• About this exercise
Using the records below, filter out every line that lacks "roads" and copy the rest.

(Beginning of Provided information)

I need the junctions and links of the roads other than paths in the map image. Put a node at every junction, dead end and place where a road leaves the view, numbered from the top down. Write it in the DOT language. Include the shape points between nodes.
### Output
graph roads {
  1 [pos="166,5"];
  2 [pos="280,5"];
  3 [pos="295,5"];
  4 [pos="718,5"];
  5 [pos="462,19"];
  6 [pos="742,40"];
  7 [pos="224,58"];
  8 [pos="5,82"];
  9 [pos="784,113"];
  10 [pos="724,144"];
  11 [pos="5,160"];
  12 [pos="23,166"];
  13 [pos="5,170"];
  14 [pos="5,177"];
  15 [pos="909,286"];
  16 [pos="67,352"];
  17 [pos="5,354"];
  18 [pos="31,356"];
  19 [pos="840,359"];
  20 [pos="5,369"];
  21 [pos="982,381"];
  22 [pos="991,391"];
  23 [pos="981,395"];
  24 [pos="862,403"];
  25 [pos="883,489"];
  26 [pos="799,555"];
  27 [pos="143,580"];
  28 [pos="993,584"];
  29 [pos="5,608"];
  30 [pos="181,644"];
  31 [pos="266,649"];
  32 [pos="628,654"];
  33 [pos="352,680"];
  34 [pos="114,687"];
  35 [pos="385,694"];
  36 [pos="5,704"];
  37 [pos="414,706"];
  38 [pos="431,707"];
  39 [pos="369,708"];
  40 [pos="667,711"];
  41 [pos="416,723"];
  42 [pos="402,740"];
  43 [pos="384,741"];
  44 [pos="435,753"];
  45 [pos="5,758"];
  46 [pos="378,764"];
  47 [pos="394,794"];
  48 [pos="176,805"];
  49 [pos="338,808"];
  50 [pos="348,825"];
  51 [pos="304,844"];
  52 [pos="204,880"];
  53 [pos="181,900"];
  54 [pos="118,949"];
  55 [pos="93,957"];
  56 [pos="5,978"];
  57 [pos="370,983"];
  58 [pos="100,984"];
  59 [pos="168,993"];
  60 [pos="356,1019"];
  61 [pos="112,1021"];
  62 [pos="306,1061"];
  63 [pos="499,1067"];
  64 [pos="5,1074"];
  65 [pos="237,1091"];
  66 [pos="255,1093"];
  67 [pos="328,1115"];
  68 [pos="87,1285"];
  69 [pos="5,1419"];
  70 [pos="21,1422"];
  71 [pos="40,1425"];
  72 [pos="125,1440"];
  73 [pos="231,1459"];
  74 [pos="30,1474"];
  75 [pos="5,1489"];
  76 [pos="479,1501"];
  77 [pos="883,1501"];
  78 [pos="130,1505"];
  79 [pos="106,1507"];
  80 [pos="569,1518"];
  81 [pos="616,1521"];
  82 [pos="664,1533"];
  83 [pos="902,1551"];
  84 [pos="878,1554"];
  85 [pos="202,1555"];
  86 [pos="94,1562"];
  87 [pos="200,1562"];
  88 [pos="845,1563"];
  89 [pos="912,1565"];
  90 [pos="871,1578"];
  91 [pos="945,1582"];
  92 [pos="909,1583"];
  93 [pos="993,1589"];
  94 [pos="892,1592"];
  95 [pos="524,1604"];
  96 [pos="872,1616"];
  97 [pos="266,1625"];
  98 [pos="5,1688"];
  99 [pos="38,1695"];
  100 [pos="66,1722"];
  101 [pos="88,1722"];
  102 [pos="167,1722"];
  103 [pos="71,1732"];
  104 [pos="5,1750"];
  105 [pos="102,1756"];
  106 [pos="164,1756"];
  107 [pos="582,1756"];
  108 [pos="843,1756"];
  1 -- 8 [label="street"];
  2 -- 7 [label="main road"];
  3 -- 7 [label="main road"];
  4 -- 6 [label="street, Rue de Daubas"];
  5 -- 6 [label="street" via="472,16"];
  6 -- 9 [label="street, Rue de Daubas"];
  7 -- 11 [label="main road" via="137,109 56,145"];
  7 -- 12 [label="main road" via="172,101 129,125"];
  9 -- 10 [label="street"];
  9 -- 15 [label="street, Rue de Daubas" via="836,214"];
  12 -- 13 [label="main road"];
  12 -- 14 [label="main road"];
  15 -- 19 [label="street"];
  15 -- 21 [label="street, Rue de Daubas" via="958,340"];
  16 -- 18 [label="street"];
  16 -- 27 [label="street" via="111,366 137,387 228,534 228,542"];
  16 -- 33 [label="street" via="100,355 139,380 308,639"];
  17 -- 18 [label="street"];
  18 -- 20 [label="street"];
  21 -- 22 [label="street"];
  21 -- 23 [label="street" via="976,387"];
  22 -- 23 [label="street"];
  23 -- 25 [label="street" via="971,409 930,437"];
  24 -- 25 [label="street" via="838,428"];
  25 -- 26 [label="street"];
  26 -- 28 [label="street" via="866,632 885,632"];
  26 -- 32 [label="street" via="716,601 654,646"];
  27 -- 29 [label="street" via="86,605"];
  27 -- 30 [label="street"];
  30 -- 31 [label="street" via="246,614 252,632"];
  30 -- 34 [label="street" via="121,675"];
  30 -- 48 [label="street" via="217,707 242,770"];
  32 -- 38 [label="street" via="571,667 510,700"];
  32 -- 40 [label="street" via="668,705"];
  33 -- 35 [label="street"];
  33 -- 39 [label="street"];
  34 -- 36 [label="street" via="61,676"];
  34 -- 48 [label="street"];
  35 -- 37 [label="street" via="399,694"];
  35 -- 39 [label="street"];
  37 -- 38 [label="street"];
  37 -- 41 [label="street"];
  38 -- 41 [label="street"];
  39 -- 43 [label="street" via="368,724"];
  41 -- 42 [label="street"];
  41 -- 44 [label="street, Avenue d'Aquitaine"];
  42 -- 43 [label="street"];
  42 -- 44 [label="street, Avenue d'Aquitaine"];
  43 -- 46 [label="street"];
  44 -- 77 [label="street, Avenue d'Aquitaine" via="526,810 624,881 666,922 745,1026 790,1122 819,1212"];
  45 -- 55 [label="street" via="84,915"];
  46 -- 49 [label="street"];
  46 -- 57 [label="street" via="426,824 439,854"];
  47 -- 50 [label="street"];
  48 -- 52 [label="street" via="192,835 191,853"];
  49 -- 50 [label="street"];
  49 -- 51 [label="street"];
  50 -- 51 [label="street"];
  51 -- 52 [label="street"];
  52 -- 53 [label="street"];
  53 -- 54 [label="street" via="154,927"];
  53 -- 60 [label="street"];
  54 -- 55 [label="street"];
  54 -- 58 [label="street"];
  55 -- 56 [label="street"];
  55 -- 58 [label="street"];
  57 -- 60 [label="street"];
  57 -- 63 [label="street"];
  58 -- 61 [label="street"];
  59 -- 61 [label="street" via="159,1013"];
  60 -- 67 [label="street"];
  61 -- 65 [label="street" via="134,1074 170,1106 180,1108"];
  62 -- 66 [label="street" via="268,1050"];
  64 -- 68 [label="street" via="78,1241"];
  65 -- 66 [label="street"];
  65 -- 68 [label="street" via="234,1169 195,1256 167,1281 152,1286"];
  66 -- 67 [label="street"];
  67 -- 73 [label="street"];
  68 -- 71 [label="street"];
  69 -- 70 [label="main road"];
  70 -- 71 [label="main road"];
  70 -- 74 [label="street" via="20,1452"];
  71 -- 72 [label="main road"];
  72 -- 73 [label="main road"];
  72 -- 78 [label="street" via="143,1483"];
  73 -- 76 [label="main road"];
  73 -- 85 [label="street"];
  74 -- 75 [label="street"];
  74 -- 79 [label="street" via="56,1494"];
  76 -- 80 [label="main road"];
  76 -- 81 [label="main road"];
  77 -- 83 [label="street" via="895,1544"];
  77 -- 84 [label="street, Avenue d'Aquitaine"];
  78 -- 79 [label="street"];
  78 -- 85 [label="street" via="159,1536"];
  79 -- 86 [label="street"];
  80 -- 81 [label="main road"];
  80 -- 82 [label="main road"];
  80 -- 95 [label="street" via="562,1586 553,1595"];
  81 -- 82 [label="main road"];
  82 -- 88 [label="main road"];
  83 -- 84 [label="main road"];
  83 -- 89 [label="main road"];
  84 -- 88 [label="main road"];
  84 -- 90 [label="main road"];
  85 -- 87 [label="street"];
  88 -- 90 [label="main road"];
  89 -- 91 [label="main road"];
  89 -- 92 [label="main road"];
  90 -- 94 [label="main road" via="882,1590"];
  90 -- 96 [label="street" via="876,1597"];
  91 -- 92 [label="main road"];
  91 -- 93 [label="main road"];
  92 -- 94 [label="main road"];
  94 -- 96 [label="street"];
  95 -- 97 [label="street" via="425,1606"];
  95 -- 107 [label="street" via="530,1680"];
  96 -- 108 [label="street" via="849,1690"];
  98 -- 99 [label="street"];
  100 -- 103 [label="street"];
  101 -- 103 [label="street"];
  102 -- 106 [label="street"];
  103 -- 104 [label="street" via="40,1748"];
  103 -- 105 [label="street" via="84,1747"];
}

(End of Provided information)

• Problem solution
I need the junctions and links of the roads other than paths in the map image. Put a node at every junction, dead end and place where a road leaves the view, numbered from the top down. Write it in the DOT language. Include the shape points between nodes.
graph roads {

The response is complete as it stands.